Every year, the department puts on the annual Gavan Lecture, bringing in a renowned researcher and honoring Robert Gavan who helped found the department.

Our speaker this semester is Dr. Daniel Nettle, a research at the Ecole Normale Superieure-PSL in Paris, and Professor of Behavioral Science at Newcastle University. The title of his talk is:

 The Biological vs. Social Divide in Anthropology: Why we should give it up, and why it’s the hardest thing to do

Anthropology, along with other human sciences, often finds itself polarized between approaches that are primarily ‘social’ or ‘cultural’, and those that are primarily ‘biological’ or ‘evolutionary’. These approaches, in careless talk and in practice, are seen as mutually incompatible and opposed.
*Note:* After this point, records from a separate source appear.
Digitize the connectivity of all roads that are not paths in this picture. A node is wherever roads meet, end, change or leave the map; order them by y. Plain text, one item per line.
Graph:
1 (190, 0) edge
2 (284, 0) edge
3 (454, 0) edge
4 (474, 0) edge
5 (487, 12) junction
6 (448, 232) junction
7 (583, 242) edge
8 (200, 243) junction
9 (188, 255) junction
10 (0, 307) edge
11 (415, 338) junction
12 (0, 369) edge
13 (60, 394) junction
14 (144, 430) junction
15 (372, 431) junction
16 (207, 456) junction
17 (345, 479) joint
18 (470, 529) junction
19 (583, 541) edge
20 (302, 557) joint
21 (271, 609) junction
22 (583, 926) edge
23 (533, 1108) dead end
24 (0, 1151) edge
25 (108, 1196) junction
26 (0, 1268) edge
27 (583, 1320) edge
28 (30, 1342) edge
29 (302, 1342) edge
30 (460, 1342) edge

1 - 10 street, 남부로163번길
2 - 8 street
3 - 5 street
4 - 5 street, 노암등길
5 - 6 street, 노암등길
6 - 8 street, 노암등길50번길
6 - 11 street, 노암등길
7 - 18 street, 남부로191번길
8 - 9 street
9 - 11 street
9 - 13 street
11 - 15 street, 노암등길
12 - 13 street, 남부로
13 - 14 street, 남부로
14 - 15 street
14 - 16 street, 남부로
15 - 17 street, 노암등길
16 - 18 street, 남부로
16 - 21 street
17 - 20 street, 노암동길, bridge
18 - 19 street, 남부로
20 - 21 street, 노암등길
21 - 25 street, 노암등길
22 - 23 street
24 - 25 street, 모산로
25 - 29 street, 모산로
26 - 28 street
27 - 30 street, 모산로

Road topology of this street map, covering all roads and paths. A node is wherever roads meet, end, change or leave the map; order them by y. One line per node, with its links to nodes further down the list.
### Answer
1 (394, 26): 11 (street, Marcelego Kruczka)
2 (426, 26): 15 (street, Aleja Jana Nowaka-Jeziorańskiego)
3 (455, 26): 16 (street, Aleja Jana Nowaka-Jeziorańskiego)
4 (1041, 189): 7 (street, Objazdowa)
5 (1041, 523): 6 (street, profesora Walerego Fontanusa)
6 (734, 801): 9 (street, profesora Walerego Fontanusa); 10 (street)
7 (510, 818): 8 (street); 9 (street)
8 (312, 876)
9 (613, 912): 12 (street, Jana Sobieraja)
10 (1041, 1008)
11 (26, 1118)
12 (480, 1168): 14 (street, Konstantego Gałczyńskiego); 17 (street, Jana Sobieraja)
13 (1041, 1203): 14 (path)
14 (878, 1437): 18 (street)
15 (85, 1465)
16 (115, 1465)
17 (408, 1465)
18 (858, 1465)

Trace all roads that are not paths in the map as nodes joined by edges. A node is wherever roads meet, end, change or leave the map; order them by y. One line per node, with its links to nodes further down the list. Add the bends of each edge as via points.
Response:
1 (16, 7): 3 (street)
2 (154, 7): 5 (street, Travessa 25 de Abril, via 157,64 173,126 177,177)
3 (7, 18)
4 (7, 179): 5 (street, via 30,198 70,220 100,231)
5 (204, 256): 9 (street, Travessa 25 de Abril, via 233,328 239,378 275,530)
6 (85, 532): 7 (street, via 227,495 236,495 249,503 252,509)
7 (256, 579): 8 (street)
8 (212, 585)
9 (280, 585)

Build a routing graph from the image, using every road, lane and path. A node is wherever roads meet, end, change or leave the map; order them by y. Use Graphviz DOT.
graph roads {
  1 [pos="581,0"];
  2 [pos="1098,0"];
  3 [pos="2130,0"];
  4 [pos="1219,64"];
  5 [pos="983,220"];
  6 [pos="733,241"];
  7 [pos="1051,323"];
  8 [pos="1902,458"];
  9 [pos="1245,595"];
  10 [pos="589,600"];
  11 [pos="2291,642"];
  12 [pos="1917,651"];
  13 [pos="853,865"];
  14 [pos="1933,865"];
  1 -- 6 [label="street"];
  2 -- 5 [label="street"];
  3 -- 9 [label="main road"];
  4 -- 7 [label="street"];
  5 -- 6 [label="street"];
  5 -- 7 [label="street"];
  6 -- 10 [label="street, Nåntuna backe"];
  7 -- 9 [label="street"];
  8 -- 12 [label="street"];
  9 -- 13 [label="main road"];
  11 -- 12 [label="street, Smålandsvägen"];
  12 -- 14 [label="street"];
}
I will argue that the distinction should be given up: all social approaches are also biological, and biological approaches can also be social. There are not, in effect, two kinds of explanation for human life, but one kind with diverse details according to the case under consideration. Many people have made this point, going back many decades, but somehow it never quite gets a purchase. I will therefore spend the bulk of my lecture talking about why some kind of distinction between ‘biological’ and ‘social’ explanations manages to persist despite such good arguments for abandoning it. I will argue that the distinction is intuitive, based on patterns in human psychology, and therefore becomes an attractor. I will spend some time discussing what we might do to help ourselves give it up.